## TASK REQUIREMENTS
Please transcribe every record below exactly as it appears.

## TASK MATERIAL

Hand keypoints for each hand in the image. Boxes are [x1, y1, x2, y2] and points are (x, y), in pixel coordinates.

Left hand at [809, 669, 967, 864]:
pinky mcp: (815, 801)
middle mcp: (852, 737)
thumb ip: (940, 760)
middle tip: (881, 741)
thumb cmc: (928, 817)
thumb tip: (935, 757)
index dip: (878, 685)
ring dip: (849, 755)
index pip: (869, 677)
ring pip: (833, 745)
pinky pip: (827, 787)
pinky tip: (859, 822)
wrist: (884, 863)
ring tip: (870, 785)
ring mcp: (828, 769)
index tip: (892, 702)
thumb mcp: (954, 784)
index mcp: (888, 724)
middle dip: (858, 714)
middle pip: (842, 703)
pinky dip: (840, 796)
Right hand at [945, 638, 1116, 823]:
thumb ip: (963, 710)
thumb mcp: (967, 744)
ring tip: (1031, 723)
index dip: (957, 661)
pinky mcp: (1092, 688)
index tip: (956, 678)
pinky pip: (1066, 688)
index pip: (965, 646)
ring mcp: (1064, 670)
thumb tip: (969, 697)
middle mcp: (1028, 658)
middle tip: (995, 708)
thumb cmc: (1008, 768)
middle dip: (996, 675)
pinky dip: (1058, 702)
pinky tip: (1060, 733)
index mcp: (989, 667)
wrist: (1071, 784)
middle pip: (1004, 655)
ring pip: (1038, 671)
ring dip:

## YOUR SOLUTION
Hand keypoints for each hand in the image. Boxes are [x1, y1, x2, y2] and points are (x, y), in pixel coordinates.

Left hand at [809, 669, 967, 864]:
pinky mcp: (815, 801)
middle mcp: (852, 737)
thumb ip: (940, 760)
middle tip: (881, 741)
thumb cmc: (928, 817)
thumb tip: (935, 757)
index dip: (878, 685)
ring dip: (849, 755)
index pip: (869, 677)
ring pip: (833, 745)
pinky pip: (827, 787)
pinky tip: (859, 822)
wrist: (884, 863)
ring tip: (870, 785)
ring mcp: (828, 769)
index tip: (892, 702)
thumb mcp: (954, 784)
index mcp: (888, 724)
middle dip: (858, 714)
middle pip: (842, 703)
pinky dip: (840, 796)
Right hand at [945, 638, 1116, 823]:
thumb ip: (963, 710)
thumb mcp: (967, 744)
ring tip: (1031, 723)
index dip: (957, 661)
pinky mcp: (1092, 688)
index tip: (956, 678)
pinky pip: (1066, 688)
index pip: (965, 646)
ring mcp: (1064, 670)
thumb tip: (969, 697)
middle mcp: (1028, 658)
middle tip: (995, 708)
thumb cmc: (1008, 768)
middle dip: (996, 675)
pinky dip: (1058, 702)
pinky tip: (1060, 733)
index mcp: (989, 667)
wrist: (1071, 784)
middle pip: (1004, 655)
ring pip: (1038, 671)
ring dip:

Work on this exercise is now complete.